* [Work request]: Each line of the data that includes the string "Woods" is to be copied out.

[Extracted records]

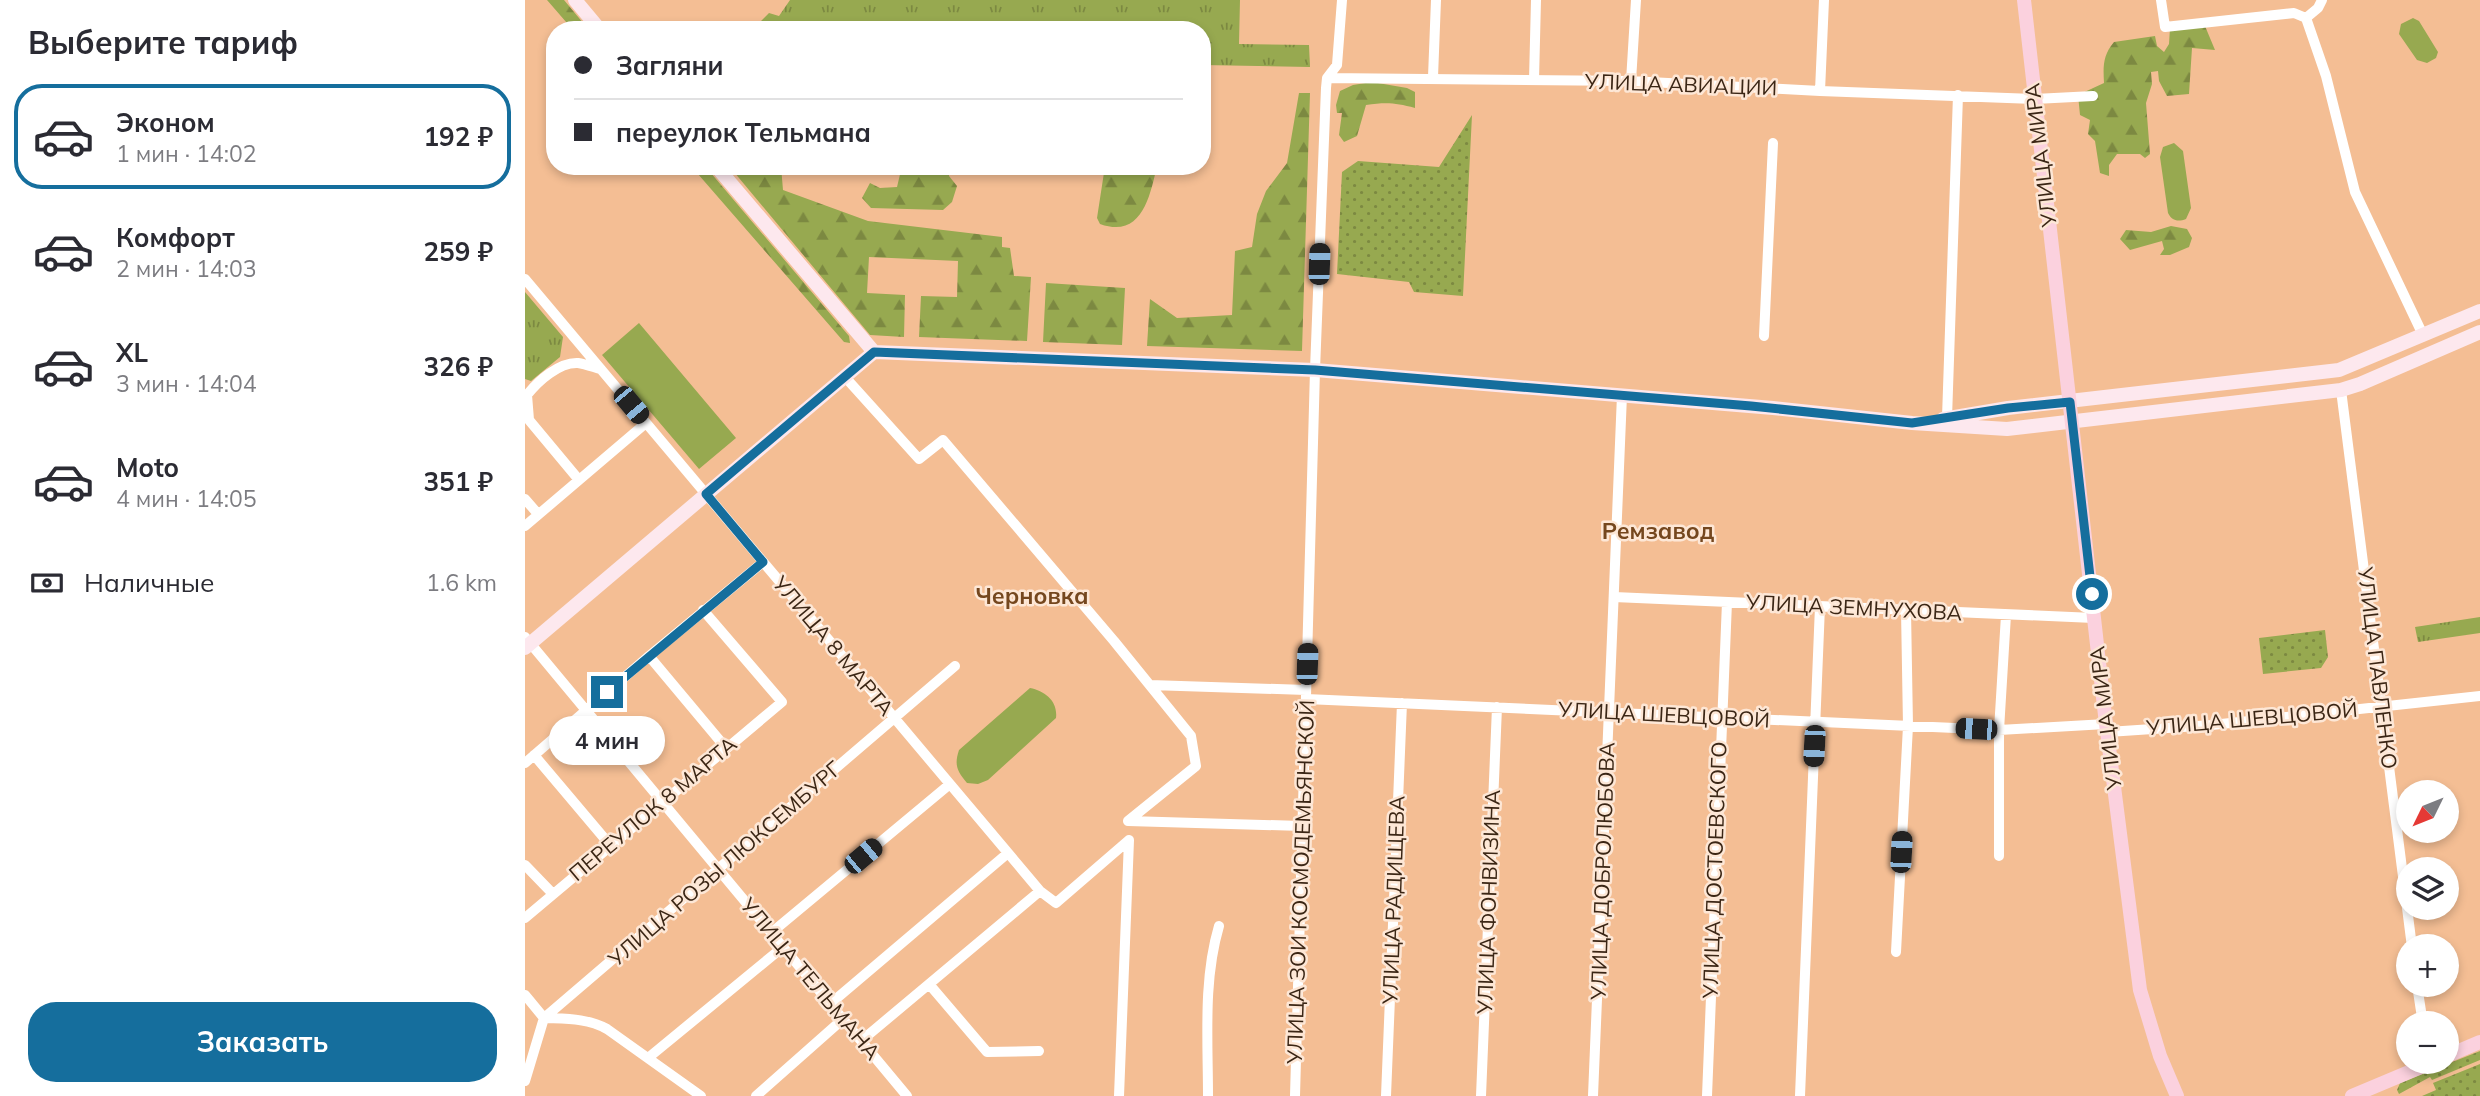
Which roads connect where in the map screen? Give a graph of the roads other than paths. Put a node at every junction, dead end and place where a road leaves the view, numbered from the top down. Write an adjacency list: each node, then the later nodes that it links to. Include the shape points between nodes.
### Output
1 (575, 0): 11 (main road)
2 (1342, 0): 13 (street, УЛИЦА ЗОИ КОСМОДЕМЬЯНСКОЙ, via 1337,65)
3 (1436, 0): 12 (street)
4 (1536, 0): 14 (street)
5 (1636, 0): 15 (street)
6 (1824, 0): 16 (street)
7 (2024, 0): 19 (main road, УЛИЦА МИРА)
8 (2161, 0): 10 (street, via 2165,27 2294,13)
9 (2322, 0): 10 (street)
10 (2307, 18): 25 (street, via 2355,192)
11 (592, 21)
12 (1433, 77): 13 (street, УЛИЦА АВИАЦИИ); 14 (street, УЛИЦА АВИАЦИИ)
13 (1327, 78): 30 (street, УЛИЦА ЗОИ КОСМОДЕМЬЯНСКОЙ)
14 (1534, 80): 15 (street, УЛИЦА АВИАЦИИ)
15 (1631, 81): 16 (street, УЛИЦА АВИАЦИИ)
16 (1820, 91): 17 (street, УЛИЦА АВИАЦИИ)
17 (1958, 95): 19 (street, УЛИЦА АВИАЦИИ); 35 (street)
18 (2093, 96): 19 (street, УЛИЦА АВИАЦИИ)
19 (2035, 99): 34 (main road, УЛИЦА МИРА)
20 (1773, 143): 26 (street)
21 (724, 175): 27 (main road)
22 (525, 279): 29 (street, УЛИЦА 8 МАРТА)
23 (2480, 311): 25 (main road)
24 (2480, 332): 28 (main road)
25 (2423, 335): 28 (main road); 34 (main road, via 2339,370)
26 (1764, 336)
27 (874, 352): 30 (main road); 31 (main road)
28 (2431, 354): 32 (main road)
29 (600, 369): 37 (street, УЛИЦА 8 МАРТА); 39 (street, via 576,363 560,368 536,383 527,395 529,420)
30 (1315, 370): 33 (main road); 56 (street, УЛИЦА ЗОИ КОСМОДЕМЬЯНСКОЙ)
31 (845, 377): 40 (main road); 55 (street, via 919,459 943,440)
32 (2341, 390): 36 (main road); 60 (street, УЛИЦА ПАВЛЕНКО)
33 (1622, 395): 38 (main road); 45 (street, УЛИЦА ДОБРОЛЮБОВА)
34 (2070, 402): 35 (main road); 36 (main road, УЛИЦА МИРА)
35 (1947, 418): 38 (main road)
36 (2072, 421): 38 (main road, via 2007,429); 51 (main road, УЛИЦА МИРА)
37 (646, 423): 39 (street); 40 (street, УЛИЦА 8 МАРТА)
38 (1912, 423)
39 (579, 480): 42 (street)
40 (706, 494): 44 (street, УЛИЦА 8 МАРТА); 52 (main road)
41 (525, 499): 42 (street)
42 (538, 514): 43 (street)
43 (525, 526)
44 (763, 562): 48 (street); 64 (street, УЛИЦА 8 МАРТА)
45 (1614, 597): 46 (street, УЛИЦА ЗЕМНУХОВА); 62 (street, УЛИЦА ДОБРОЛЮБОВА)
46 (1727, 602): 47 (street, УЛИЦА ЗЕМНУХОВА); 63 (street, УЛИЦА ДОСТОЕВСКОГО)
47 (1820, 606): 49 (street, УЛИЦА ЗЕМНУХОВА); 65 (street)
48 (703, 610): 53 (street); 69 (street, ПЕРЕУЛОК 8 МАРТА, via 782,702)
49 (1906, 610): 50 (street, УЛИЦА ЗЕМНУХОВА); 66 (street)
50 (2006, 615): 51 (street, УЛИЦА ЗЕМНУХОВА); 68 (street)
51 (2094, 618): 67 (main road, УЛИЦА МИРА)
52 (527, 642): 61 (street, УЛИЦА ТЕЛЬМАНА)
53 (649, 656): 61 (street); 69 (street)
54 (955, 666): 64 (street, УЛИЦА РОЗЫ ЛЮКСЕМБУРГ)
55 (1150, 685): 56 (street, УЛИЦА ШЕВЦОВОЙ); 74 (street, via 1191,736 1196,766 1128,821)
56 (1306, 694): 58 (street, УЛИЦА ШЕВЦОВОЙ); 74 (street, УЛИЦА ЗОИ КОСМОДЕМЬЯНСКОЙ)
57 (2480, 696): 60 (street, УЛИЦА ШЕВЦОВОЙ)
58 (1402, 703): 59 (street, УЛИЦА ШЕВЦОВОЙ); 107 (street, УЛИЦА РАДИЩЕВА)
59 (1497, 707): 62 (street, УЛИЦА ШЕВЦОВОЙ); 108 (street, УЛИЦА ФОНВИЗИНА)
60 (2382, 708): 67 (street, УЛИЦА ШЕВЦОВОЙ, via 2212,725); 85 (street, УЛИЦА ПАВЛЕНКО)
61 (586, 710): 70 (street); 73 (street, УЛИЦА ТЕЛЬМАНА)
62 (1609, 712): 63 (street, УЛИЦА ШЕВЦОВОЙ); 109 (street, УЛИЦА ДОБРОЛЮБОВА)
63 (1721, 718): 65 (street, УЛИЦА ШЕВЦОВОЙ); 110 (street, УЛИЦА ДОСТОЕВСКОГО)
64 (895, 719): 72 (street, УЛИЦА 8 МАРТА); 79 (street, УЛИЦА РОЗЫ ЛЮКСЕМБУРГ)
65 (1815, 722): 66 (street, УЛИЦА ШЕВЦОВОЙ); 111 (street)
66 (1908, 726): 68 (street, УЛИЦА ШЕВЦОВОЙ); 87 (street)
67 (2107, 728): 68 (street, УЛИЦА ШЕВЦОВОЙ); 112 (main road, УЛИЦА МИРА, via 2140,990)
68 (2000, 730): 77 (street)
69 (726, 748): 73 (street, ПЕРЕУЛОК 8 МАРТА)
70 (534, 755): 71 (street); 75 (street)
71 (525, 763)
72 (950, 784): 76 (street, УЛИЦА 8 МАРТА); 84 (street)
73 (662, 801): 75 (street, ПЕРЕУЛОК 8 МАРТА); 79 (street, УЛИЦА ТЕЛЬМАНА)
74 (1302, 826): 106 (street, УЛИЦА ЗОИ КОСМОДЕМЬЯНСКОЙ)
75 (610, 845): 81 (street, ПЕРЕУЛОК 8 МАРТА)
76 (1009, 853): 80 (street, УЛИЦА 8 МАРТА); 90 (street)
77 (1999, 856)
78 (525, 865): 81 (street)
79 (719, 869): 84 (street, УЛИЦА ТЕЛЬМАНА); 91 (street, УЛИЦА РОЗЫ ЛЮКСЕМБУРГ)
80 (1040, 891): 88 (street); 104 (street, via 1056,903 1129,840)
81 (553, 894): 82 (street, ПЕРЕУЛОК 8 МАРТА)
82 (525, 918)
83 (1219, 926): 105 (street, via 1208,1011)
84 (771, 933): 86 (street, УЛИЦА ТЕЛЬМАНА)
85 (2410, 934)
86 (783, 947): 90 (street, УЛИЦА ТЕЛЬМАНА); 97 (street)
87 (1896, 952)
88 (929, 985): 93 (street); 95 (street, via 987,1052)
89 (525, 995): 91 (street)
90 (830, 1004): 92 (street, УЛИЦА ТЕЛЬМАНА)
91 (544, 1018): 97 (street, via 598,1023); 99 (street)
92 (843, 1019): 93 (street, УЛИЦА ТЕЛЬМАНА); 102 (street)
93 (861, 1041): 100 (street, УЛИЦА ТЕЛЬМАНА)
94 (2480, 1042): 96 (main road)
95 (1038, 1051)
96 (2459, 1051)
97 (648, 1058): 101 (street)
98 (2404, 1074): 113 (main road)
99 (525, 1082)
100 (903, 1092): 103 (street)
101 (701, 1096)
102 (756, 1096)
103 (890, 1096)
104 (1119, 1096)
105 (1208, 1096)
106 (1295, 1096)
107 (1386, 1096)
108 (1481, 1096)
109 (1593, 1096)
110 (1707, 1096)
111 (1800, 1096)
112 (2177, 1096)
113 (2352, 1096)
...
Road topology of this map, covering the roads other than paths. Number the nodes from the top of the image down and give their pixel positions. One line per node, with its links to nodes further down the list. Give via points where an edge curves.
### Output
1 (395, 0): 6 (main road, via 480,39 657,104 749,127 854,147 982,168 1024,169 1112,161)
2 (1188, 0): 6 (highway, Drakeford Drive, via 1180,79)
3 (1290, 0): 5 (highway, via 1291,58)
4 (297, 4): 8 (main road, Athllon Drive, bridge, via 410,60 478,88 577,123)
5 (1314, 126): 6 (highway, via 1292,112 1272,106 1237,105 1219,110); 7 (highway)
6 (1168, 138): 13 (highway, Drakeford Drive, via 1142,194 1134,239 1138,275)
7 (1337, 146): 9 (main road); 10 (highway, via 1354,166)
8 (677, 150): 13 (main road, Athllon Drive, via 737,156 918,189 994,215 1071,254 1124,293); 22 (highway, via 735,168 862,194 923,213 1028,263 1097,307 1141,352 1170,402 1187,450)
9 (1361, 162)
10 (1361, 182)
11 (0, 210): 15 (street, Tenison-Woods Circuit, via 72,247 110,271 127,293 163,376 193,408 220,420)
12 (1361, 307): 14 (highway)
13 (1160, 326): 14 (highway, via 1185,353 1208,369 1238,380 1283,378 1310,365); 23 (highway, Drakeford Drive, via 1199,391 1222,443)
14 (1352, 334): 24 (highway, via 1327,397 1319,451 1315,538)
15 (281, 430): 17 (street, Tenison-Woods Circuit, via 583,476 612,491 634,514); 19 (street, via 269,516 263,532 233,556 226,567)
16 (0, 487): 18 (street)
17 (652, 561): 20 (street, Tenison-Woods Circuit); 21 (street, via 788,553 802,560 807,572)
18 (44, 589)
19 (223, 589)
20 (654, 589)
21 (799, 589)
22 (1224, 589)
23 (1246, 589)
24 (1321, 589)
--
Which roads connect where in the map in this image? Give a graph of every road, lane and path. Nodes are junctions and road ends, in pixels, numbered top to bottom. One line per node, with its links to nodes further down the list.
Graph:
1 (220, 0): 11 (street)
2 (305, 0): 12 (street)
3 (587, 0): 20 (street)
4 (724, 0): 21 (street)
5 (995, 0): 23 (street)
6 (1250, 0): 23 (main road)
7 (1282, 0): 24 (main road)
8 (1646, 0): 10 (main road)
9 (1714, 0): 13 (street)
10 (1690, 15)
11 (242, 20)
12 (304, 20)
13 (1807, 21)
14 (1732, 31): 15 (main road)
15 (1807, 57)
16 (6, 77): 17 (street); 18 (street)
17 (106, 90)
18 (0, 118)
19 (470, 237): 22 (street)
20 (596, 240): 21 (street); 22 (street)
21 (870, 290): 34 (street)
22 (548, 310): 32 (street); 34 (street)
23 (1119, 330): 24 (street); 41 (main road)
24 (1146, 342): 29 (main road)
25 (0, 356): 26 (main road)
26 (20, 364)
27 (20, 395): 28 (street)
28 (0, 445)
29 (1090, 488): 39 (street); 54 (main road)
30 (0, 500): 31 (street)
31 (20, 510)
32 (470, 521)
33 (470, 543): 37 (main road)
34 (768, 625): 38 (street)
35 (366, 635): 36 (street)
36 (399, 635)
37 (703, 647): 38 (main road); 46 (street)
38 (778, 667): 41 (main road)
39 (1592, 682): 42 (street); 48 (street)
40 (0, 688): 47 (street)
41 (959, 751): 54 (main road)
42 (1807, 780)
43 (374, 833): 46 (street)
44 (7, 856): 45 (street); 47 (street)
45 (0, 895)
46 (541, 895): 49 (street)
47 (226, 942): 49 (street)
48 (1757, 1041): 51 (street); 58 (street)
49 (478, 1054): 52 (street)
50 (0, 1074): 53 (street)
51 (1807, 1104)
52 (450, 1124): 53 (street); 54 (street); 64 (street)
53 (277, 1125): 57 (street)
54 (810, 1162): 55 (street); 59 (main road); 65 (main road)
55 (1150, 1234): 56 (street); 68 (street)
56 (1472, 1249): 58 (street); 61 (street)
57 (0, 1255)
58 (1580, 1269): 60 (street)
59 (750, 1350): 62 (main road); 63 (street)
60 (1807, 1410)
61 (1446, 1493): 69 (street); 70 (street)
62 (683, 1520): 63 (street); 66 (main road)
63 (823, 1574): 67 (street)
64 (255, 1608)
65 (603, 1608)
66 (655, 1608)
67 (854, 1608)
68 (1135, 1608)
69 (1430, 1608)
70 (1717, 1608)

* [Result of this task]:
11 (0, 210): 15 (street, Tenison-Woods Circuit, via 72,247 110,271 127,293 163,376 193,408 220,420)
15 (281, 430): 17 (street, Tenison-Woods Circuit, via 583,476 612,491 634,514); 19 (street, via 269,516 263,532 233,556 226,567)
17 (652, 561): 20 (street, Tenison-Woods Circuit); 21 (street, via 788,553 802,560 807,572)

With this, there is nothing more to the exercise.